■ **WHAT THE EXERCISE ASKS**: Your task is to transcribe the data in full.

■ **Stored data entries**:
*-*-*

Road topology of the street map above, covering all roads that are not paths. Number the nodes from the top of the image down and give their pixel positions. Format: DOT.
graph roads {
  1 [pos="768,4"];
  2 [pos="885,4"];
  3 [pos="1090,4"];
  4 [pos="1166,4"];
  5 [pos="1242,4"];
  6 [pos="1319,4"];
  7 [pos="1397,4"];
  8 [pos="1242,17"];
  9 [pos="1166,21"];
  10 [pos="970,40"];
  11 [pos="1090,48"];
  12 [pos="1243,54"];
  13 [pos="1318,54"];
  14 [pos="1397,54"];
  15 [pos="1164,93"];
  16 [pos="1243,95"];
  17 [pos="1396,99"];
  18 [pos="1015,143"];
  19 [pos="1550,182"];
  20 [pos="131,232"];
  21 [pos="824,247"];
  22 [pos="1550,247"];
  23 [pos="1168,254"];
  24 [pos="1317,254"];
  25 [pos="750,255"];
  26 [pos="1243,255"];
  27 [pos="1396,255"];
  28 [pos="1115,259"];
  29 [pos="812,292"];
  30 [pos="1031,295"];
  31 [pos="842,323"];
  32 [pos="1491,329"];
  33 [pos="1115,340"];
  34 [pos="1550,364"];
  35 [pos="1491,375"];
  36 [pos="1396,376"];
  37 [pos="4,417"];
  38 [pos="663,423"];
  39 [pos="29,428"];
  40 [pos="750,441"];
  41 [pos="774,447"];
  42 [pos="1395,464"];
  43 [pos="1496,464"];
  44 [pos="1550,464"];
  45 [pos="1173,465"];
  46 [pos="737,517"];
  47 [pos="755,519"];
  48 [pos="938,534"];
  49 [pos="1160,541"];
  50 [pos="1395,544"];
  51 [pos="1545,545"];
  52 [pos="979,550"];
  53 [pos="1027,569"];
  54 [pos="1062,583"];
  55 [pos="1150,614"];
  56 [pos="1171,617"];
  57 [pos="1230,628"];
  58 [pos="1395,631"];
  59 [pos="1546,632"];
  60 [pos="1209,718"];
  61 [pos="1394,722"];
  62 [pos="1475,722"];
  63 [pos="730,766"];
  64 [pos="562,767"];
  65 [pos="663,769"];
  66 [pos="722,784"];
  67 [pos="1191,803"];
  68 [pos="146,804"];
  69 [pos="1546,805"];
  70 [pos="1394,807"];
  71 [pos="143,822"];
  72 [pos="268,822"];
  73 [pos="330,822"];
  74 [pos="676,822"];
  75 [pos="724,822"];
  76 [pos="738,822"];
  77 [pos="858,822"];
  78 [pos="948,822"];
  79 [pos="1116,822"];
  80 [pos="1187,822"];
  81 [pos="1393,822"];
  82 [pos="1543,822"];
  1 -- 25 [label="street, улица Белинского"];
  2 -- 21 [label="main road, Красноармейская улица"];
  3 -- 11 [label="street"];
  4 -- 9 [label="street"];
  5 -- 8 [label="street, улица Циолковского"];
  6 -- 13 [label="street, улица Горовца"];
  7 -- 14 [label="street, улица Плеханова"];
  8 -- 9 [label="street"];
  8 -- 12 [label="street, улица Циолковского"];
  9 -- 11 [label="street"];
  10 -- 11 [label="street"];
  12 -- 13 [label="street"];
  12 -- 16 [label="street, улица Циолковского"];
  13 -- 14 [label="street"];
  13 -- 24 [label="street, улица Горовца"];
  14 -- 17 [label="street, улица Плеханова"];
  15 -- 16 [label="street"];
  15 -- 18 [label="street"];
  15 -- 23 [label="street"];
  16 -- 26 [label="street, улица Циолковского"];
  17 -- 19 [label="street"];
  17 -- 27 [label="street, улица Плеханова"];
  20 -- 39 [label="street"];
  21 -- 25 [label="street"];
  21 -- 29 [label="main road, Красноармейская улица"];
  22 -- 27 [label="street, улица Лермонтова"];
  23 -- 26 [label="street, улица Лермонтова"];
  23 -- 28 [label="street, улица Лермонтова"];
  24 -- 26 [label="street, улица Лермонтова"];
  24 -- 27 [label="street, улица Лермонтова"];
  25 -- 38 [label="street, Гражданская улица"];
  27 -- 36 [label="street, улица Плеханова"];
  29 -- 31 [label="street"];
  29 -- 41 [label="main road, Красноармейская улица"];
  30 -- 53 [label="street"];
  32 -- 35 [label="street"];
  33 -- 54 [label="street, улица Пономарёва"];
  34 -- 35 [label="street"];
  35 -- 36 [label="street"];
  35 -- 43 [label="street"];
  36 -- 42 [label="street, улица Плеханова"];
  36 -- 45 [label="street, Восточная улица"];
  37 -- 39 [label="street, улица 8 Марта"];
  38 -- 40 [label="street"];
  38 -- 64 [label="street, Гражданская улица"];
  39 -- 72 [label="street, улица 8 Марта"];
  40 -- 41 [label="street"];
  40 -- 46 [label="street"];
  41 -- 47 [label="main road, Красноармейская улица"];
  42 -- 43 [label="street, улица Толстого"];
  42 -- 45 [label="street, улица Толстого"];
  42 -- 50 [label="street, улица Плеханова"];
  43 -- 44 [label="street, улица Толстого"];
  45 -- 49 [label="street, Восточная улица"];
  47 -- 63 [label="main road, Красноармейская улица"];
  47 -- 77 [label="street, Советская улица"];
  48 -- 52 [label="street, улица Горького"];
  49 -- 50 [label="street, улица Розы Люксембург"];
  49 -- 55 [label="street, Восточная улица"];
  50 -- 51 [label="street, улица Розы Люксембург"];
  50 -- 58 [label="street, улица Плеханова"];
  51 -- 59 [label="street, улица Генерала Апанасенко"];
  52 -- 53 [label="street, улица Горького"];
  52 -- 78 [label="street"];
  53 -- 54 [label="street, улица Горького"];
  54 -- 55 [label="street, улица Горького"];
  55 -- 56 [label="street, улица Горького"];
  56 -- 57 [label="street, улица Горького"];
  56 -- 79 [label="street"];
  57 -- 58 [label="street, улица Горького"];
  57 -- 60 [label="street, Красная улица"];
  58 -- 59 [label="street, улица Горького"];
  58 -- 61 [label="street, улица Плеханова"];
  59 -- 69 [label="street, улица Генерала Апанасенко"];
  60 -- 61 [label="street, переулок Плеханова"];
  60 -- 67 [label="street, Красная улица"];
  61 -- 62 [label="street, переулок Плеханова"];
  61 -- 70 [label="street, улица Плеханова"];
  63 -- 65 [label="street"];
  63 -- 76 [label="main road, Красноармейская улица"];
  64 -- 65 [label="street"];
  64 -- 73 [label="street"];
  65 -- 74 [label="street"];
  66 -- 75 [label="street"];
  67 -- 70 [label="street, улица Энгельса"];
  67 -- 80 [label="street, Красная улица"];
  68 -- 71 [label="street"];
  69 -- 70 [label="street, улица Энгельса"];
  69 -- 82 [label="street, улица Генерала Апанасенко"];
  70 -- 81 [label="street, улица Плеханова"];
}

*-*-*

■ **YOUR SOLUTION**:
Road topology of the street map above, covering all roads that are not paths. Number the nodes from the top of the image down and give their pixel positions. Format: DOT.
graph roads {
  1 [pos="768,4"];
  2 [pos="885,4"];
  3 [pos="1090,4"];
  4 [pos="1166,4"];
  5 [pos="1242,4"];
  6 [pos="1319,4"];
  7 [pos="1397,4"];
  8 [pos="1242,17"];
  9 [pos="1166,21"];
  10 [pos="970,40"];
  11 [pos="1090,48"];
  12 [pos="1243,54"];
  13 [pos="1318,54"];
  14 [pos="1397,54"];
  15 [pos="1164,93"];
  16 [pos="1243,95"];
  17 [pos="1396,99"];
  18 [pos="1015,143"];
  19 [pos="1550,182"];
  20 [pos="131,232"];
  21 [pos="824,247"];
  22 [pos="1550,247"];
  23 [pos="1168,254"];
  24 [pos="1317,254"];
  25 [pos="750,255"];
  26 [pos="1243,255"];
  27 [pos="1396,255"];
  28 [pos="1115,259"];
  29 [pos="812,292"];
  30 [pos="1031,295"];
  31 [pos="842,323"];
  32 [pos="1491,329"];
  33 [pos="1115,340"];
  34 [pos="1550,364"];
  35 [pos="1491,375"];
  36 [pos="1396,376"];
  37 [pos="4,417"];
  38 [pos="663,423"];
  39 [pos="29,428"];
  40 [pos="750,441"];
  41 [pos="774,447"];
  42 [pos="1395,464"];
  43 [pos="1496,464"];
  44 [pos="1550,464"];
  45 [pos="1173,465"];
  46 [pos="737,517"];
  47 [pos="755,519"];
  48 [pos="938,534"];
  49 [pos="1160,541"];
  50 [pos="1395,544"];
  51 [pos="1545,545"];
  52 [pos="979,550"];
  53 [pos="1027,569"];
  54 [pos="1062,583"];
  55 [pos="1150,614"];
  56 [pos="1171,617"];
  57 [pos="1230,628"];
  58 [pos="1395,631"];
  59 [pos="1546,632"];
  60 [pos="1209,718"];
  61 [pos="1394,722"];
  62 [pos="1475,722"];
  63 [pos="730,766"];
  64 [pos="562,767"];
  65 [pos="663,769"];
  66 [pos="722,784"];
  67 [pos="1191,803"];
  68 [pos="146,804"];
  69 [pos="1546,805"];
  70 [pos="1394,807"];
  71 [pos="143,822"];
  72 [pos="268,822"];
  73 [pos="330,822"];
  74 [pos="676,822"];
  75 [pos="724,822"];
  76 [pos="738,822"];
  77 [pos="858,822"];
  78 [pos="948,822"];
  79 [pos="1116,822"];
  80 [pos="1187,822"];
  81 [pos="1393,822"];
  82 [pos="1543,822"];
  1 -- 25 [label="street, улица Белинского"];
  2 -- 21 [label="main road, Красноармейская улица"];
  3 -- 11 [label="street"];
  4 -- 9 [label="street"];
  5 -- 8 [label="street, улица Циолковского"];
  6 -- 13 [label="street, улица Горовца"];
  7 -- 14 [label="street, улица Плеханова"];
  8 -- 9 [label="street"];
  8 -- 12 [label="street, улица Циолковского"];
  9 -- 11 [label="street"];
  10 -- 11 [label="street"];
  12 -- 13 [label="street"];
  12 -- 16 [label="street, улица Циолковского"];
  13 -- 14 [label="street"];
  13 -- 24 [label="street, улица Горовца"];
  14 -- 17 [label="street, улица Плеханова"];
  15 -- 16 [label="street"];
  15 -- 18 [label="street"];
  15 -- 23 [label="street"];
  16 -- 26 [label="street, улица Циолковского"];
  17 -- 19 [label="street"];
  17 -- 27 [label="street, улица Плеханова"];
  20 -- 39 [label="street"];
  21 -- 25 [label="street"];
  21 -- 29 [label="main road, Красноармейская улица"];
  22 -- 27 [label="street, улица Лермонтова"];
  23 -- 26 [label="street, улица Лермонтова"];
  23 -- 28 [label="street, улица Лермонтова"];
  24 -- 26 [label="street, улица Лермонтова"];
  24 -- 27 [label="street, улица Лермонтова"];
  25 -- 38 [label="street, Гражданская улица"];
  27 -- 36 [label="street, улица Плеханова"];
  29 -- 31 [label="street"];
  29 -- 41 [label="main road, Красноармейская улица"];
  30 -- 53 [label="street"];
  32 -- 35 [label="street"];
  33 -- 54 [label="street, улица Пономарёва"];
  34 -- 35 [label="street"];
  35 -- 36 [label="street"];
  35 -- 43 [label="street"];
  36 -- 42 [label="street, улица Плеханова"];
  36 -- 45 [label="street, Восточная улица"];
  37 -- 39 [label="street, улица 8 Марта"];
  38 -- 40 [label="street"];
  38 -- 64 [label="street, Гражданская улица"];
  39 -- 72 [label="street, улица 8 Марта"];
  40 -- 41 [label="street"];
  40 -- 46 [label="street"];
  41 -- 47 [label="main road, Красноармейская улица"];
  42 -- 43 [label="street, улица Толстого"];
  42 -- 45 [label="street, улица Толстого"];
  42 -- 50 [label="street, улица Плеханова"];
  43 -- 44 [label="street, улица Толстого"];
  45 -- 49 [label="street, Восточная улица"];
  47 -- 63 [label="main road, Красноармейская улица"];
  47 -- 77 [label="street, Советская улица"];
  48 -- 52 [label="street, улица Горького"];
  49 -- 50 [label="street, улица Розы Люксембург"];
  49 -- 55 [label="street, Восточная улица"];
  50 -- 51 [label="street, улица Розы Люксембург"];
  50 -- 58 [label="street, улица Плеханова"];
  51 -- 59 [label="street, улица Генерала Апанасенко"];
  52 -- 53 [label="street, улица Горького"];
  52 -- 78 [label="street"];
  53 -- 54 [label="street, улица Горького"];
  54 -- 55 [label="street, улица Горького"];
  55 -- 56 [label="street, улица Горького"];
  56 -- 57 [label="street, улица Горького"];
  56 -- 79 [label="street"];
  57 -- 58 [label="street, улица Горького"];
  57 -- 60 [label="street, Красная улица"];
  58 -- 59 [label="street, улица Горького"];
  58 -- 61 [label="street, улица Плеханова"];
  59 -- 69 [label="street, улица Генерала Апанасенко"];
  60 -- 61 [label="street, переулок Плеханова"];
  60 -- 67 [label="street, Красная улица"];
  61 -- 62 [label="street, переулок Плеханова"];
  61 -- 70 [label="street, улица Плеханова"];
  63 -- 65 [label="street"];
  63 -- 76 [label="main road, Красноармейская улица"];
  64 -- 65 [label="street"];
  64 -- 73 [label="street"];
  65 -- 74 [label="street"];
  66 -- 75 [label="street"];
  67 -- 70 [label="street, улица Энгельса"];
  67 -- 80 [label="street, Красная улица"];
  68 -- 71 [label="street"];
  69 -- 70 [label="street, улица Энгельса"];
  69 -- 82 [label="street, улица Генерала Апанасенко"];
  70 -- 81 [label="street, улица Плеханова"];
}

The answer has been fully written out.